(Beginning of Given information)

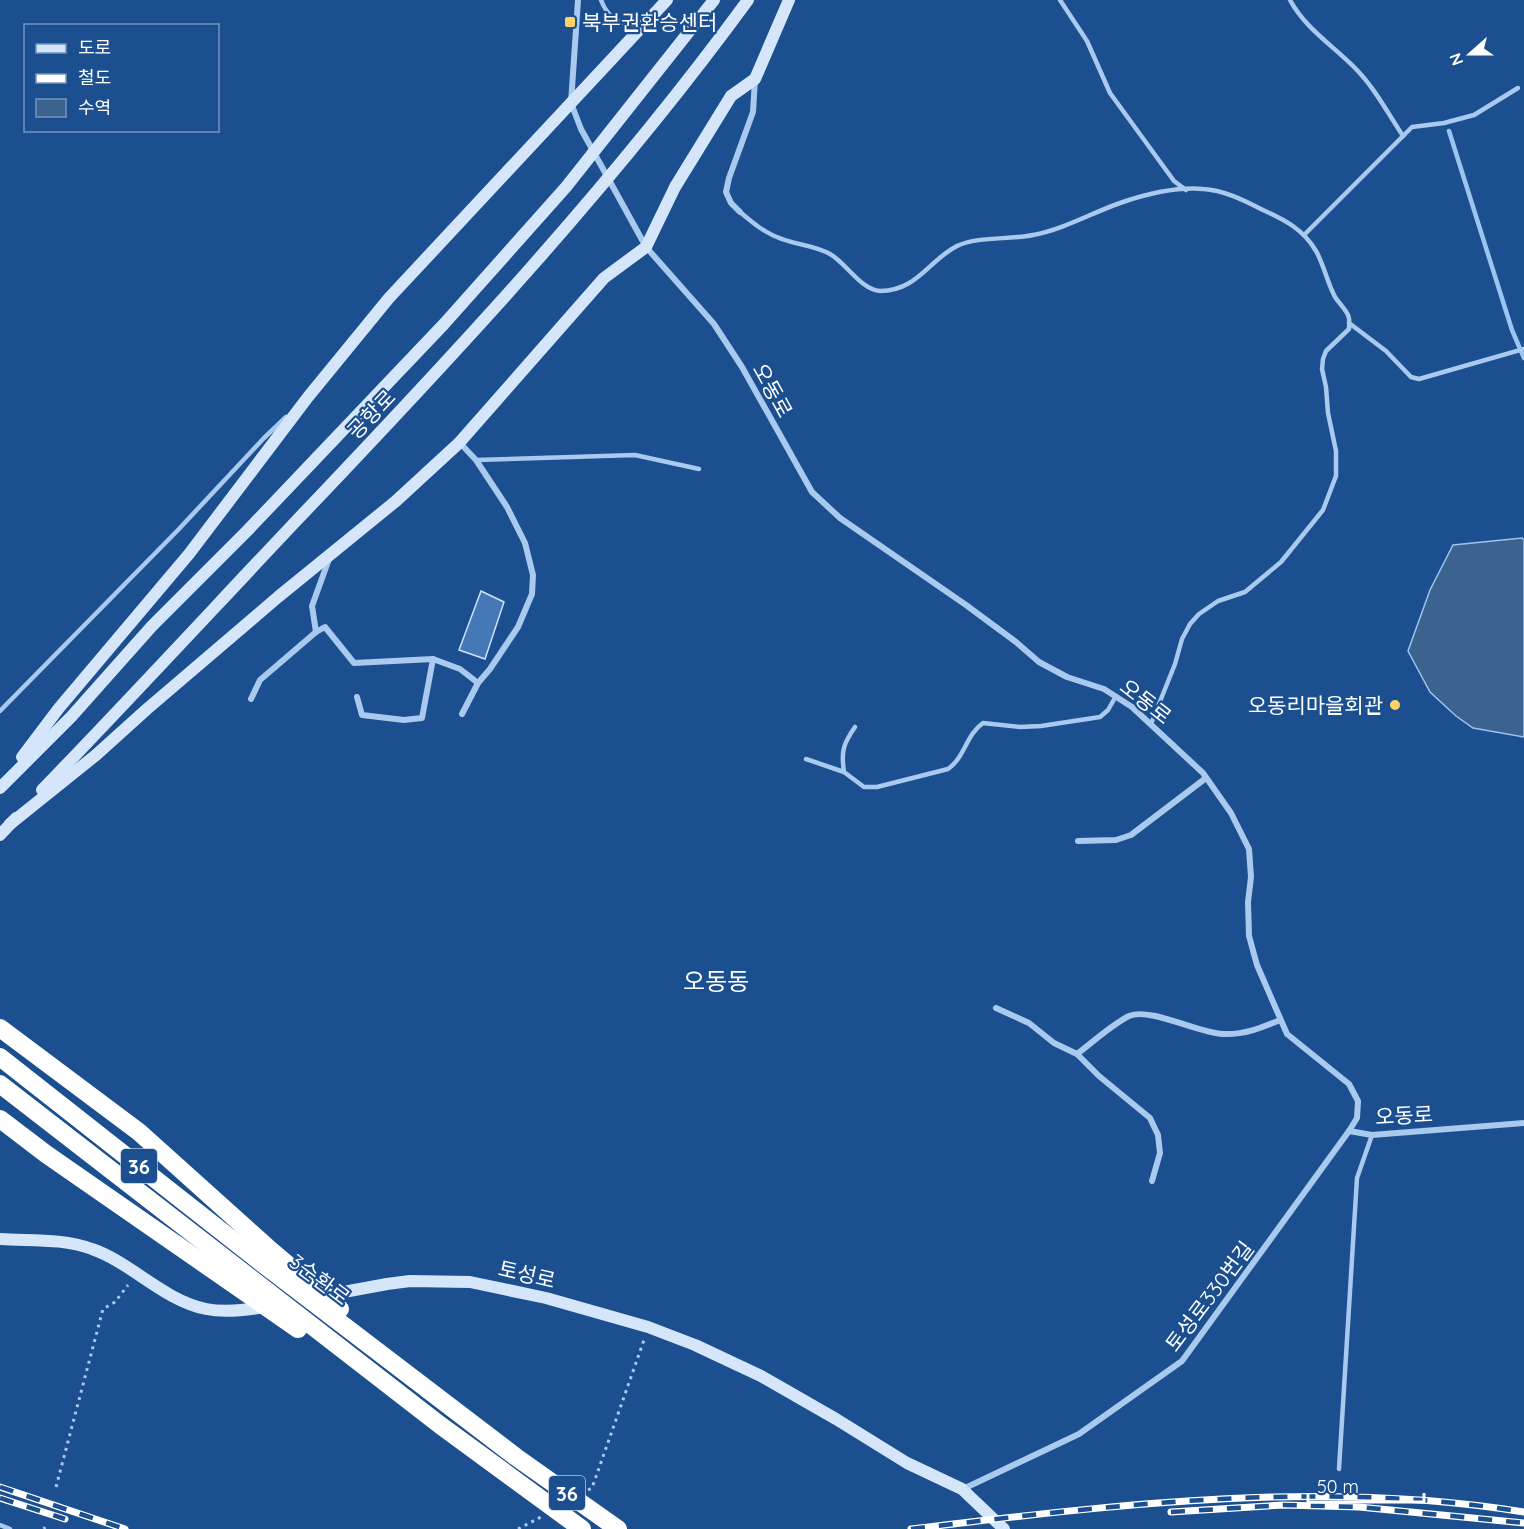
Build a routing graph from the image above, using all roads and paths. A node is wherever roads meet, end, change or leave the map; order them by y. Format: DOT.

(End of Given information)
(Beginning of Given information)

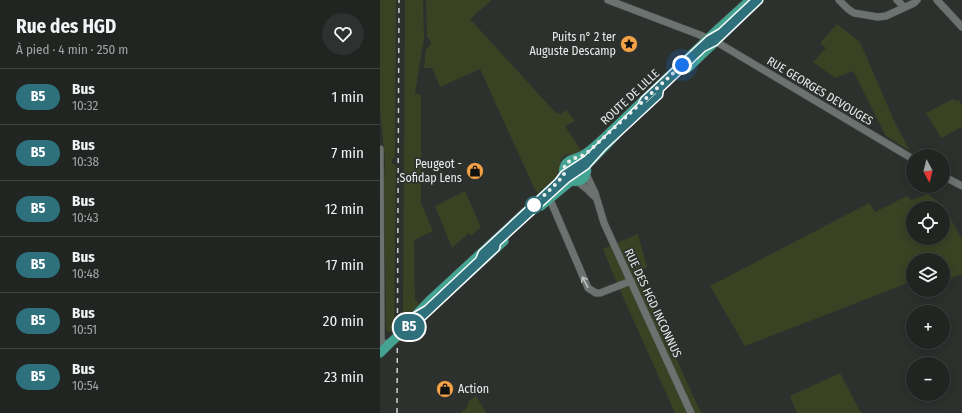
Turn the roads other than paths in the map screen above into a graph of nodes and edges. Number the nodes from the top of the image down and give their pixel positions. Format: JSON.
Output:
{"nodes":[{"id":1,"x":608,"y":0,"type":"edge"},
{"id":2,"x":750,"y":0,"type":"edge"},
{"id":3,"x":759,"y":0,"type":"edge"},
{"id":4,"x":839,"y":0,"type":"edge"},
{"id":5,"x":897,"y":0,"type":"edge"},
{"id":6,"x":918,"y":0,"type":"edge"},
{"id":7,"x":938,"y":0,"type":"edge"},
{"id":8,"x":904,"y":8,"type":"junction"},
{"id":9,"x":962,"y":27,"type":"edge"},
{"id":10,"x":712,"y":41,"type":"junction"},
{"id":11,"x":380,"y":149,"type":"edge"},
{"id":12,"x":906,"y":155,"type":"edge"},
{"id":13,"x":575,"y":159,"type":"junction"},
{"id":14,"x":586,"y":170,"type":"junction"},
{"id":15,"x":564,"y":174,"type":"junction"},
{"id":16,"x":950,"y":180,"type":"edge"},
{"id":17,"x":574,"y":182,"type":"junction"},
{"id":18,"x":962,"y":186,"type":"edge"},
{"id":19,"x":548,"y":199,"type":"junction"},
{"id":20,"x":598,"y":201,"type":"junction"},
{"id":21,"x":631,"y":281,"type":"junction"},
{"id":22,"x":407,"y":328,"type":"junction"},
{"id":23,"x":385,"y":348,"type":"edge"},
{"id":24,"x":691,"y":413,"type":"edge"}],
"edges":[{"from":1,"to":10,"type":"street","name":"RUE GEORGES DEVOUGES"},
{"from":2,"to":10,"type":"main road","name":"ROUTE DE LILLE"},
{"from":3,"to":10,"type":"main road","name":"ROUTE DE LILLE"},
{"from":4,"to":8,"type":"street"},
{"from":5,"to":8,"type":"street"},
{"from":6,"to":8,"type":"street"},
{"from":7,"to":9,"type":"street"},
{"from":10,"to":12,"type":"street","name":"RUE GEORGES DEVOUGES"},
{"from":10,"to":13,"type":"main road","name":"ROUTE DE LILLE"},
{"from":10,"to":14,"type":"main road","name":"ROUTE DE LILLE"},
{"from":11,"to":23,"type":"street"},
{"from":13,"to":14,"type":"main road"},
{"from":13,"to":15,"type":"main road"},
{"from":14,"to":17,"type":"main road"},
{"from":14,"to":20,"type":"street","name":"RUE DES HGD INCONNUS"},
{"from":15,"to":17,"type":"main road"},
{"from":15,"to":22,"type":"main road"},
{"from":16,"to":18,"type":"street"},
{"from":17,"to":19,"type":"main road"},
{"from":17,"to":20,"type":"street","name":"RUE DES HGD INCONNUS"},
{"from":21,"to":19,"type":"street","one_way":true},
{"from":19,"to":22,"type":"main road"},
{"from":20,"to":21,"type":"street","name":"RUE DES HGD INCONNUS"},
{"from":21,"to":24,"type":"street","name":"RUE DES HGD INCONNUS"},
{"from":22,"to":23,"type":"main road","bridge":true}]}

(End of Given information)
(Beginning of Given information)

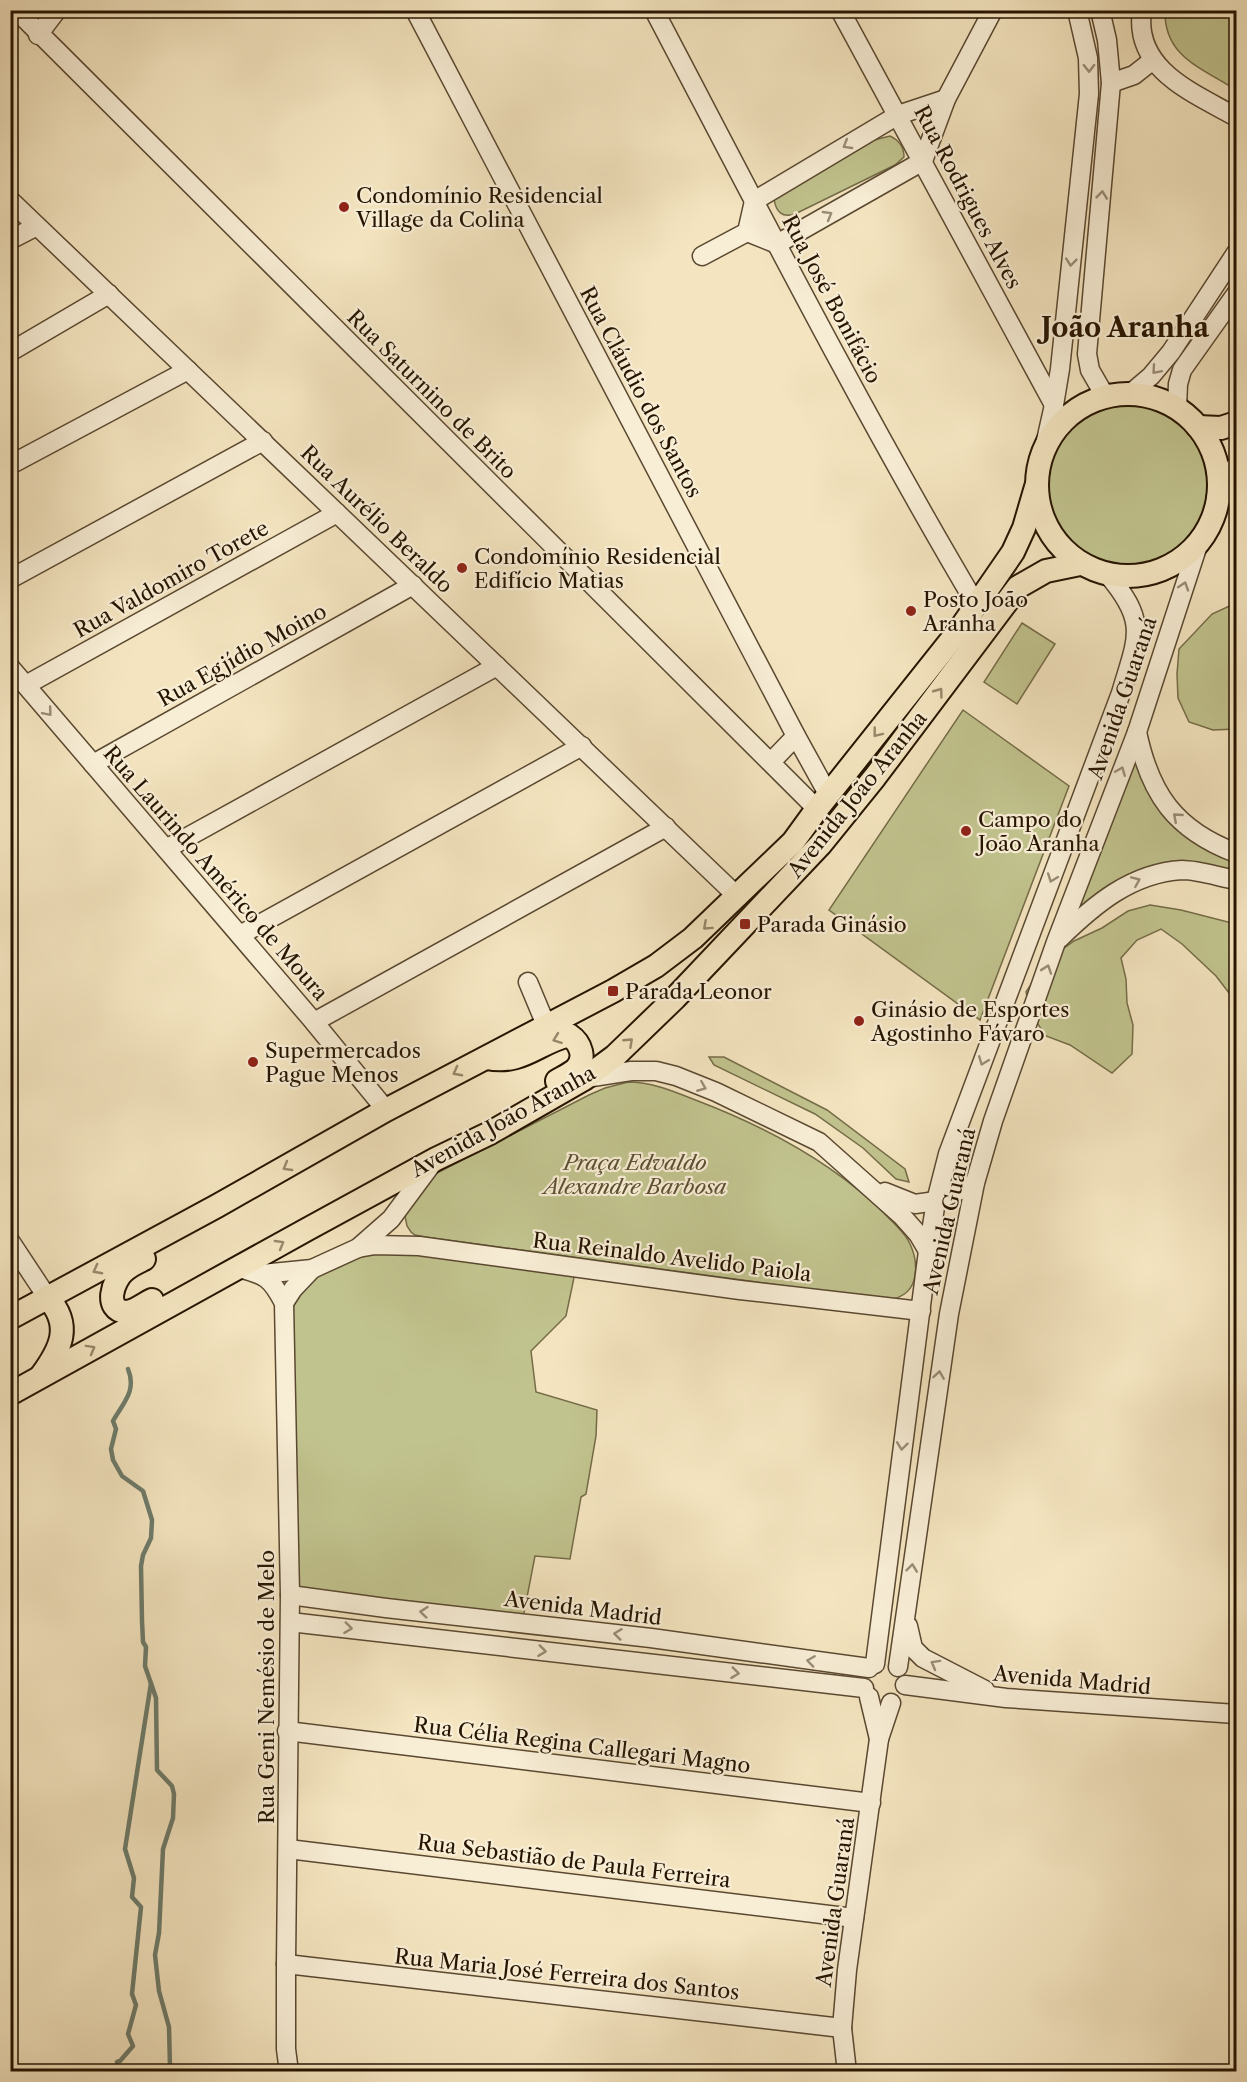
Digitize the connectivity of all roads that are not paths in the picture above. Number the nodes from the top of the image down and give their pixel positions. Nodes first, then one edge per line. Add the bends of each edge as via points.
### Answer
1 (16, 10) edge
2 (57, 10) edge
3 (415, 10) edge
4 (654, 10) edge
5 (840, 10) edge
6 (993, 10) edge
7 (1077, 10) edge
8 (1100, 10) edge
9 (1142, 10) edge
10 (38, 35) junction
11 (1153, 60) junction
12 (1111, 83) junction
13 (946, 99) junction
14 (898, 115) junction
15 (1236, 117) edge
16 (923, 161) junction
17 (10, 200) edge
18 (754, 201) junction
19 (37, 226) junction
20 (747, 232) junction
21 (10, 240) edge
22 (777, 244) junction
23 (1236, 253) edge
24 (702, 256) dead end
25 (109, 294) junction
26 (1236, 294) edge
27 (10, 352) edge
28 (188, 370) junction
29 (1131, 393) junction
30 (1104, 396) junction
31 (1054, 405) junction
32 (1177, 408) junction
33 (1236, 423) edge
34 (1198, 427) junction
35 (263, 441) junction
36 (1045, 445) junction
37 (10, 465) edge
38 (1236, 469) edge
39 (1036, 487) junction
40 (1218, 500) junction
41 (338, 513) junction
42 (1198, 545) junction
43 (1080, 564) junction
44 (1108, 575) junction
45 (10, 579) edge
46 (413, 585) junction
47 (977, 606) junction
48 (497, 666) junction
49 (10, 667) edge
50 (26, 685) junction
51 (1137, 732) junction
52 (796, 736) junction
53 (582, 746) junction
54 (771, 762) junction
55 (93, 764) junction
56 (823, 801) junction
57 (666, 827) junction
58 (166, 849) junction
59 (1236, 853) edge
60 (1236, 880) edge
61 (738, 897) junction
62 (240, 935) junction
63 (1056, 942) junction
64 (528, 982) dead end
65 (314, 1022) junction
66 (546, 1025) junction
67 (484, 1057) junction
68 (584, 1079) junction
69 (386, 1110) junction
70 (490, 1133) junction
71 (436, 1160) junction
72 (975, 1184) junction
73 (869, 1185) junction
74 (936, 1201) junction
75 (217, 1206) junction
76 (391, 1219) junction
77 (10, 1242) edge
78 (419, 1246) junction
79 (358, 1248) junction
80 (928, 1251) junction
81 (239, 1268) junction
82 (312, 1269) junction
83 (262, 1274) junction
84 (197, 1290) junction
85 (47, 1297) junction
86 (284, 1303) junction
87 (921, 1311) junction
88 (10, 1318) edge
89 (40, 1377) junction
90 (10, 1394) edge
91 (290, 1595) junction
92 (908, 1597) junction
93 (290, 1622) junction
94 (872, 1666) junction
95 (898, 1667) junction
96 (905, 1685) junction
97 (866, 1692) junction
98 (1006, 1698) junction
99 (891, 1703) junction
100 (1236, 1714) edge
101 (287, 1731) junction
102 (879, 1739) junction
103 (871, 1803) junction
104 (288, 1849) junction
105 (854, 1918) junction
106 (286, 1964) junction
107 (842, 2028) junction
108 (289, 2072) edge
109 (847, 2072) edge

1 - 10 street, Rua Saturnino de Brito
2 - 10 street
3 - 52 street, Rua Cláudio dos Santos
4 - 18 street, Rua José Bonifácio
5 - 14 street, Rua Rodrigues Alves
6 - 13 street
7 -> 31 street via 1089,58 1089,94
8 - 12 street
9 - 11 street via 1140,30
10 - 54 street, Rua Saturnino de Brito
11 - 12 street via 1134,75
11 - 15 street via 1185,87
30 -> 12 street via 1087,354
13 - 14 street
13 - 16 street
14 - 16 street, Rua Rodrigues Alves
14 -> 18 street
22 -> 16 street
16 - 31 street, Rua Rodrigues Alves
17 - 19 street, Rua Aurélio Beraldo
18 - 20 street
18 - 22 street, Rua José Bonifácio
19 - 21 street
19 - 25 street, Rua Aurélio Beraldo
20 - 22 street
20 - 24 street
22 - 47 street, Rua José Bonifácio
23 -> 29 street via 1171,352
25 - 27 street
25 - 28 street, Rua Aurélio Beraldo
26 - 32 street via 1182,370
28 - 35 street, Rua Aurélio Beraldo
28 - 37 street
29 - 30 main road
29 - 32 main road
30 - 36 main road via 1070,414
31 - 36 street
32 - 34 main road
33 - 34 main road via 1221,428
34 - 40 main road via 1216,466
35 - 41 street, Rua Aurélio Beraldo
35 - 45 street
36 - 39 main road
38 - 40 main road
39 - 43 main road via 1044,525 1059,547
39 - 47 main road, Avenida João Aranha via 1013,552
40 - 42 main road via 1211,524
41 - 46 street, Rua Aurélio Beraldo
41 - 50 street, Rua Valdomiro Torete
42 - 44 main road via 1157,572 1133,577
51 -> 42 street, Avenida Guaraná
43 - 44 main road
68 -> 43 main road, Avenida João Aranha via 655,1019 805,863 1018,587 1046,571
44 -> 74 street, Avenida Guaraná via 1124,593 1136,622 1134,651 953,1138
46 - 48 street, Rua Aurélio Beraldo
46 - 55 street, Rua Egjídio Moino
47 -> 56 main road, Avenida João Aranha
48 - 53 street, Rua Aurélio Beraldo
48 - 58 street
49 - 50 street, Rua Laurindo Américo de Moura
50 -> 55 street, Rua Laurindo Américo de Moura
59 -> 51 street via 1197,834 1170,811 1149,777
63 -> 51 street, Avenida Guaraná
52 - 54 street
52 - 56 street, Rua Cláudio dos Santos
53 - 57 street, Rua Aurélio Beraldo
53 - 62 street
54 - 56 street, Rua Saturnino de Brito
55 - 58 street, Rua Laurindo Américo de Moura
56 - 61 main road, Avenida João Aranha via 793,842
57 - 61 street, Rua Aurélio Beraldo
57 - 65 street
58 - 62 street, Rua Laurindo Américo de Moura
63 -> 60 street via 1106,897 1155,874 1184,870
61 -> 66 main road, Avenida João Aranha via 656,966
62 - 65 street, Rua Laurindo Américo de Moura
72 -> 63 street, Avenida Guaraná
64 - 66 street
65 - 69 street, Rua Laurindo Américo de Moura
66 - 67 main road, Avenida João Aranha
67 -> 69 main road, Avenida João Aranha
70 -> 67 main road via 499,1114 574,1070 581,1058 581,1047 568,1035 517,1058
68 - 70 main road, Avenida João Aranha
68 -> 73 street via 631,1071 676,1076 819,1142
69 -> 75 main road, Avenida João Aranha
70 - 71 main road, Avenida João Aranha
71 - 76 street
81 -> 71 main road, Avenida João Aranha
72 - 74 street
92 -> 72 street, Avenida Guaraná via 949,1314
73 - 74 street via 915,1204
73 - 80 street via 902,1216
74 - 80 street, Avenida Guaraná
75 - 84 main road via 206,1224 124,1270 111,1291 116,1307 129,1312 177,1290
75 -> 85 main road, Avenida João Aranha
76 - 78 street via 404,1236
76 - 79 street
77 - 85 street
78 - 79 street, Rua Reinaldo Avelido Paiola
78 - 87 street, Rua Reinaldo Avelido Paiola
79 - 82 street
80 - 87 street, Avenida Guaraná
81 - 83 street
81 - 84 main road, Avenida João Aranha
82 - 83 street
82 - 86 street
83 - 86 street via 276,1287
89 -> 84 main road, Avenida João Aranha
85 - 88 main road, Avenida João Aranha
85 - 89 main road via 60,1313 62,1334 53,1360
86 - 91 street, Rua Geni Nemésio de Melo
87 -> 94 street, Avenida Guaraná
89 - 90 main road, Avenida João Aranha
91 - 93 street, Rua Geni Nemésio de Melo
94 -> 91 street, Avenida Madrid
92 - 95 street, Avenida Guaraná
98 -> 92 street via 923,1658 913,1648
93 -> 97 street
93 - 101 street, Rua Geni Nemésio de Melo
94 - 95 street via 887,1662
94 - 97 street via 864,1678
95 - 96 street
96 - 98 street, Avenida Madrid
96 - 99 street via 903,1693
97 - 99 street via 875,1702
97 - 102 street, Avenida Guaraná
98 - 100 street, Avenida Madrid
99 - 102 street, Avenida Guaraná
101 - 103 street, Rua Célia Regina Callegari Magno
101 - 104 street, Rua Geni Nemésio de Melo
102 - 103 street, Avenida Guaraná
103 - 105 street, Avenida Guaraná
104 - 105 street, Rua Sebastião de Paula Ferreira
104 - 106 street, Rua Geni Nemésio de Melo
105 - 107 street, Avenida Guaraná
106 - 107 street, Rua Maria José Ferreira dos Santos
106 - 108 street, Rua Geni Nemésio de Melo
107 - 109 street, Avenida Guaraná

(End of Given information)

Required action: Collect each line above holding the string "image".

Reply to the task:
Build a routing graph from the image above, using all roads and paths. A node is wherever roads meet, end, change or leave the map; order them by y. Format: DOT.
Turn the roads other than paths in the map screen above into a graph of nodes and edges. Number the nodes from the top of the image down and give their pixel positions. Format: JSON.
Digitize the connectivity of all roads that are not paths in the picture above. Number the nodes from the top of the image down and give their pixel positions. Nodes first, then one edge per line. Add the bends of each edge as via points.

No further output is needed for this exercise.